THE RECORDS:
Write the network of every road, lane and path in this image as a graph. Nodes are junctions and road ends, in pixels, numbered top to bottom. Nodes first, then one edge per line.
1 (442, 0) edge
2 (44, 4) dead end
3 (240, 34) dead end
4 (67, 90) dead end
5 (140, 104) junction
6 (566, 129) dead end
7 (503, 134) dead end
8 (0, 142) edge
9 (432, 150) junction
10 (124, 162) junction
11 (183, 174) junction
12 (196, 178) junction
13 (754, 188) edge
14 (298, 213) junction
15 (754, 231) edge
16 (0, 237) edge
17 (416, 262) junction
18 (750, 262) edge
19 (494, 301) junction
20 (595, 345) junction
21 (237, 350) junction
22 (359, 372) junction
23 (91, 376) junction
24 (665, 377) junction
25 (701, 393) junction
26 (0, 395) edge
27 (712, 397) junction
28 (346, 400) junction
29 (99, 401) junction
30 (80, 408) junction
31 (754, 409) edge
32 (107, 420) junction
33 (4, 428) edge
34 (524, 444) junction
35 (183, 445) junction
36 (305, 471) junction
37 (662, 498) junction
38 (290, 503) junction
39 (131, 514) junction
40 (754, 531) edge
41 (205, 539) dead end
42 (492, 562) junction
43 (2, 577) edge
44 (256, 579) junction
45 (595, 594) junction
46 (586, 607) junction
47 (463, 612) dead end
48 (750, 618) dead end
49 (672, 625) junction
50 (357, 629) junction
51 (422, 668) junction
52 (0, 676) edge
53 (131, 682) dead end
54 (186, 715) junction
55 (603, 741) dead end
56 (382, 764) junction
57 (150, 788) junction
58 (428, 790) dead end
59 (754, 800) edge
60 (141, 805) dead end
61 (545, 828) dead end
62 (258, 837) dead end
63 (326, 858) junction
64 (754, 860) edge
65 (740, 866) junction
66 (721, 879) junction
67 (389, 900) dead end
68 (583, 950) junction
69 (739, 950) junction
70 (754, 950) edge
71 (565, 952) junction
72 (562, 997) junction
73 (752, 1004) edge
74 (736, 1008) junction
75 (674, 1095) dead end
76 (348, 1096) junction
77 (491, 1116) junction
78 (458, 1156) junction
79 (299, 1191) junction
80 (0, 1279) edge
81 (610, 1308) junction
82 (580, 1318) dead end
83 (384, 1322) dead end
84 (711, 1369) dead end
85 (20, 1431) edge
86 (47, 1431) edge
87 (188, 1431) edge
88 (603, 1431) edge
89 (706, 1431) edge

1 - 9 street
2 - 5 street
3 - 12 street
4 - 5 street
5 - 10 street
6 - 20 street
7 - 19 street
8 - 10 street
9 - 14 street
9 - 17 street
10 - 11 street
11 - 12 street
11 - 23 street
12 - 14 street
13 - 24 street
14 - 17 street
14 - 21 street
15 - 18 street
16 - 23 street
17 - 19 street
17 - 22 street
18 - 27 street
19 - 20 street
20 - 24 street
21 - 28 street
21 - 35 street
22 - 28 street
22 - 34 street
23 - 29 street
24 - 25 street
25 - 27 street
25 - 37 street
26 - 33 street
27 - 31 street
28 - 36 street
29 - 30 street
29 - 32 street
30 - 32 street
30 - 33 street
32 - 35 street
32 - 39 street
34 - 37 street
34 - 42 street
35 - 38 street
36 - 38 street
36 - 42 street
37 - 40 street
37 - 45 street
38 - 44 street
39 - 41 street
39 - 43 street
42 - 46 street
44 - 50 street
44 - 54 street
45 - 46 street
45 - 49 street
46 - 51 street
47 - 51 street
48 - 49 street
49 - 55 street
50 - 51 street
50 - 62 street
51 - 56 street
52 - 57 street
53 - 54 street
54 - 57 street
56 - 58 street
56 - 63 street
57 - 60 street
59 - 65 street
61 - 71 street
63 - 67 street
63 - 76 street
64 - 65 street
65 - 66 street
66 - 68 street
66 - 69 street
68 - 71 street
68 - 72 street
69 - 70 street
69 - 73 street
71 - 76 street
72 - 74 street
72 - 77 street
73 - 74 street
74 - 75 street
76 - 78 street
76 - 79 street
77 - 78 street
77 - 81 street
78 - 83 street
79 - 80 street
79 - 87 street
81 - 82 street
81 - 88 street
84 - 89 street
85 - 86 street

EXERCISE AIM:
Repeat each record exactly. Omit nothing.

SOLVED PROBLEM:
Write the network of every road, lane and path in this image as a graph. Nodes are junctions and road ends, in pixels, numbered top to bottom. Nodes first, then one edge per line.
1 (442, 0) edge
2 (44, 4) dead end
3 (240, 34) dead end
4 (67, 90) dead end
5 (140, 104) junction
6 (566, 129) dead end
7 (503, 134) dead end
8 (0, 142) edge
9 (432, 150) junction
10 (124, 162) junction
11 (183, 174) junction
12 (196, 178) junction
13 (754, 188) edge
14 (298, 213) junction
15 (754, 231) edge
16 (0, 237) edge
17 (416, 262) junction
18 (750, 262) edge
19 (494, 301) junction
20 (595, 345) junction
21 (237, 350) junction
22 (359, 372) junction
23 (91, 376) junction
24 (665, 377) junction
25 (701, 393) junction
26 (0, 395) edge
27 (712, 397) junction
28 (346, 400) junction
29 (99, 401) junction
30 (80, 408) junction
31 (754, 409) edge
32 (107, 420) junction
33 (4, 428) edge
34 (524, 444) junction
35 (183, 445) junction
36 (305, 471) junction
37 (662, 498) junction
38 (290, 503) junction
39 (131, 514) junction
40 (754, 531) edge
41 (205, 539) dead end
42 (492, 562) junction
43 (2, 577) edge
44 (256, 579) junction
45 (595, 594) junction
46 (586, 607) junction
47 (463, 612) dead end
48 (750, 618) dead end
49 (672, 625) junction
50 (357, 629) junction
51 (422, 668) junction
52 (0, 676) edge
53 (131, 682) dead end
54 (186, 715) junction
55 (603, 741) dead end
56 (382, 764) junction
57 (150, 788) junction
58 (428, 790) dead end
59 (754, 800) edge
60 (141, 805) dead end
61 (545, 828) dead end
62 (258, 837) dead end
63 (326, 858) junction
64 (754, 860) edge
65 (740, 866) junction
66 (721, 879) junction
67 (389, 900) dead end
68 (583, 950) junction
69 (739, 950) junction
70 (754, 950) edge
71 (565, 952) junction
72 (562, 997) junction
73 (752, 1004) edge
74 (736, 1008) junction
75 (674, 1095) dead end
76 (348, 1096) junction
77 (491, 1116) junction
78 (458, 1156) junction
79 (299, 1191) junction
80 (0, 1279) edge
81 (610, 1308) junction
82 (580, 1318) dead end
83 (384, 1322) dead end
84 (711, 1369) dead end
85 (20, 1431) edge
86 (47, 1431) edge
87 (188, 1431) edge
88 (603, 1431) edge
89 (706, 1431) edge

1 - 9 street
2 - 5 street
3 - 12 street
4 - 5 street
5 - 10 street
6 - 20 street
7 - 19 street
8 - 10 street
9 - 14 street
9 - 17 street
10 - 11 street
11 - 12 street
11 - 23 street
12 - 14 street
13 - 24 street
14 - 17 street
14 - 21 street
15 - 18 street
16 - 23 street
17 - 19 street
17 - 22 street
18 - 27 street
19 - 20 street
20 - 24 street
21 - 28 street
21 - 35 street
22 - 28 street
22 - 34 street
23 - 29 street
24 - 25 street
25 - 27 street
25 - 37 street
26 - 33 street
27 - 31 street
28 - 36 street
29 - 30 street
29 - 32 street
30 - 32 street
30 - 33 street
32 - 35 street
32 - 39 street
34 - 37 street
34 - 42 street
35 - 38 street
36 - 38 street
36 - 42 street
37 - 40 street
37 - 45 street
38 - 44 street
39 - 41 street
39 - 43 street
42 - 46 street
44 - 50 street
44 - 54 street
45 - 46 street
45 - 49 street
46 - 51 street
47 - 51 street
48 - 49 street
49 - 55 street
50 - 51 street
50 - 62 street
51 - 56 street
52 - 57 street
53 - 54 street
54 - 57 street
56 - 58 street
56 - 63 street
57 - 60 street
59 - 65 street
61 - 71 street
63 - 67 street
63 - 76 street
64 - 65 street
65 - 66 street
66 - 68 street
66 - 69 street
68 - 71 street
68 - 72 street
69 - 70 street
69 - 73 street
71 - 76 street
72 - 74 street
72 - 77 street
73 - 74 street
74 - 75 street
76 - 78 street
76 - 79 street
77 - 78 street
77 - 81 street
78 - 83 street
79 - 80 street
79 - 87 street
81 - 82 street
81 - 88 street
84 - 89 street
85 - 86 street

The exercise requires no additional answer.